**WHAT IS EXPECTED:** Copy each line of the data below, character for character.
------------------------
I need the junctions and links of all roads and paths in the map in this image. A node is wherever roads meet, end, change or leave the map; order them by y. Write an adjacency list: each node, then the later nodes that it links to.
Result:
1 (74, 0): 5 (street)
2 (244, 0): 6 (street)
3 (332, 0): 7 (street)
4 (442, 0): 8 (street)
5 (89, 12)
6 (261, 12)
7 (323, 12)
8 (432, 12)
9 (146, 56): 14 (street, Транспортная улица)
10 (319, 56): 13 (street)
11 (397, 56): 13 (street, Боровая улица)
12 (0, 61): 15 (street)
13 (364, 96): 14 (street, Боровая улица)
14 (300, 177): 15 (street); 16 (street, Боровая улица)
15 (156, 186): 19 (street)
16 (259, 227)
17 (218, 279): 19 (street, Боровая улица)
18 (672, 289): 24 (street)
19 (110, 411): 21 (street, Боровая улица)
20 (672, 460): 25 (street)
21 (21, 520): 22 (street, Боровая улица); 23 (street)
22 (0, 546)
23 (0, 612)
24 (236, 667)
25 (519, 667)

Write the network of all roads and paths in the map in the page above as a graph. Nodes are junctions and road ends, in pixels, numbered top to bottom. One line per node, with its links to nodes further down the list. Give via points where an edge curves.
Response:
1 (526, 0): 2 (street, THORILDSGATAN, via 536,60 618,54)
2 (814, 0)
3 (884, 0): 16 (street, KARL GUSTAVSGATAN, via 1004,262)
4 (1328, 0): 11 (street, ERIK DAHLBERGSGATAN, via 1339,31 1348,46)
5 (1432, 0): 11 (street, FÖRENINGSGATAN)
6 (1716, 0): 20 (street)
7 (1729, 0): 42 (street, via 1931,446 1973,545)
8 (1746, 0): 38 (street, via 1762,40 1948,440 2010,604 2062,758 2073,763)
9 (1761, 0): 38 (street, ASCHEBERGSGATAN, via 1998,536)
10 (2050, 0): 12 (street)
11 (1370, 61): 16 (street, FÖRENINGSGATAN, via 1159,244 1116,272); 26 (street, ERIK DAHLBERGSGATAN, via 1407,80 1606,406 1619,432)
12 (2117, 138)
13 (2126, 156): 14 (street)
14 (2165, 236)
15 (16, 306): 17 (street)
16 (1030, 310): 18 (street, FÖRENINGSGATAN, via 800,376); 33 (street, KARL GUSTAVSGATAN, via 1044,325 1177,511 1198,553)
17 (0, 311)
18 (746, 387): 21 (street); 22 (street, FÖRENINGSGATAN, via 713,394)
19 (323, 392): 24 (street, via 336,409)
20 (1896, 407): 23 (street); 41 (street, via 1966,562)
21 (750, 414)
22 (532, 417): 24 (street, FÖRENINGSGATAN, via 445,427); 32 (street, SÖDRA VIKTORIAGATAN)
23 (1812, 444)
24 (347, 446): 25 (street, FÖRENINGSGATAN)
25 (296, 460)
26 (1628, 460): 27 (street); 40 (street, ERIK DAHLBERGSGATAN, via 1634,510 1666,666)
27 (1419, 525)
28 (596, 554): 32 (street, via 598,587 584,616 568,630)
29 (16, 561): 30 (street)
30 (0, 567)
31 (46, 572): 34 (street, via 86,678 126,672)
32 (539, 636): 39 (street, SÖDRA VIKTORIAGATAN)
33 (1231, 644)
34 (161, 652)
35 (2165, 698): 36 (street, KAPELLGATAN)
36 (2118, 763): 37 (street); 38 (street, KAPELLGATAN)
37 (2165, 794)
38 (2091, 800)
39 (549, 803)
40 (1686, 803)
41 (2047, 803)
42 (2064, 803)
------------------------
**SOLUTION BELOW:**
I need the junctions and links of all roads and paths in the map in this image. A node is wherever roads meet, end, change or leave the map; order them by y. Write an adjacency list: each node, then the later nodes that it links to.
Result:
1 (74, 0): 5 (street)
2 (244, 0): 6 (street)
3 (332, 0): 7 (street)
4 (442, 0): 8 (street)
5 (89, 12)
6 (261, 12)
7 (323, 12)
8 (432, 12)
9 (146, 56): 14 (street, Транспортная улица)
10 (319, 56): 13 (street)
11 (397, 56): 13 (street, Боровая улица)
12 (0, 61): 15 (street)
13 (364, 96): 14 (street, Боровая улица)
14 (300, 177): 15 (street); 16 (street, Боровая улица)
15 (156, 186): 19 (street)
16 (259, 227)
17 (218, 279): 19 (street, Боровая улица)
18 (672, 289): 24 (street)
19 (110, 411): 21 (street, Боровая улица)
20 (672, 460): 25 (street)
21 (21, 520): 22 (street, Боровая улица); 23 (street)
22 (0, 546)
23 (0, 612)
24 (236, 667)
25 (519, 667)

Write the network of all roads and paths in the map in the page above as a graph. Nodes are junctions and road ends, in pixels, numbered top to bottom. One line per node, with its links to nodes further down the list. Give via points where an edge curves.
Response:
1 (526, 0): 2 (street, THORILDSGATAN, via 536,60 618,54)
2 (814, 0)
3 (884, 0): 16 (street, KARL GUSTAVSGATAN, via 1004,262)
4 (1328, 0): 11 (street, ERIK DAHLBERGSGATAN, via 1339,31 1348,46)
5 (1432, 0): 11 (street, FÖRENINGSGATAN)
6 (1716, 0): 20 (street)
7 (1729, 0): 42 (street, via 1931,446 1973,545)
8 (1746, 0): 38 (street, via 1762,40 1948,440 2010,604 2062,758 2073,763)
9 (1761, 0): 38 (street, ASCHEBERGSGATAN, via 1998,536)
10 (2050, 0): 12 (street)
11 (1370, 61): 16 (street, FÖRENINGSGATAN, via 1159,244 1116,272); 26 (street, ERIK DAHLBERGSGATAN, via 1407,80 1606,406 1619,432)
12 (2117, 138)
13 (2126, 156): 14 (street)
14 (2165, 236)
15 (16, 306): 17 (street)
16 (1030, 310): 18 (street, FÖRENINGSGATAN, via 800,376); 33 (street, KARL GUSTAVSGATAN, via 1044,325 1177,511 1198,553)
17 (0, 311)
18 (746, 387): 21 (street); 22 (street, FÖRENINGSGATAN, via 713,394)
19 (323, 392): 24 (street, via 336,409)
20 (1896, 407): 23 (street); 41 (street, via 1966,562)
21 (750, 414)
22 (532, 417): 24 (street, FÖRENINGSGATAN, via 445,427); 32 (street, SÖDRA VIKTORIAGATAN)
23 (1812, 444)
24 (347, 446): 25 (street, FÖRENINGSGATAN)
25 (296, 460)
26 (1628, 460): 27 (street); 40 (street, ERIK DAHLBERGSGATAN, via 1634,510 1666,666)
27 (1419, 525)
28 (596, 554): 32 (street, via 598,587 584,616 568,630)
29 (16, 561): 30 (street)
30 (0, 567)
31 (46, 572): 34 (street, via 86,678 126,672)
32 (539, 636): 39 (street, SÖDRA VIKTORIAGATAN)
33 (1231, 644)
34 (161, 652)
35 (2165, 698): 36 (street, KAPELLGATAN)
36 (2118, 763): 37 (street); 38 (street, KAPELLGATAN)
37 (2165, 794)
38 (2091, 800)
39 (549, 803)
40 (1686, 803)
41 (2047, 803)
42 (2064, 803)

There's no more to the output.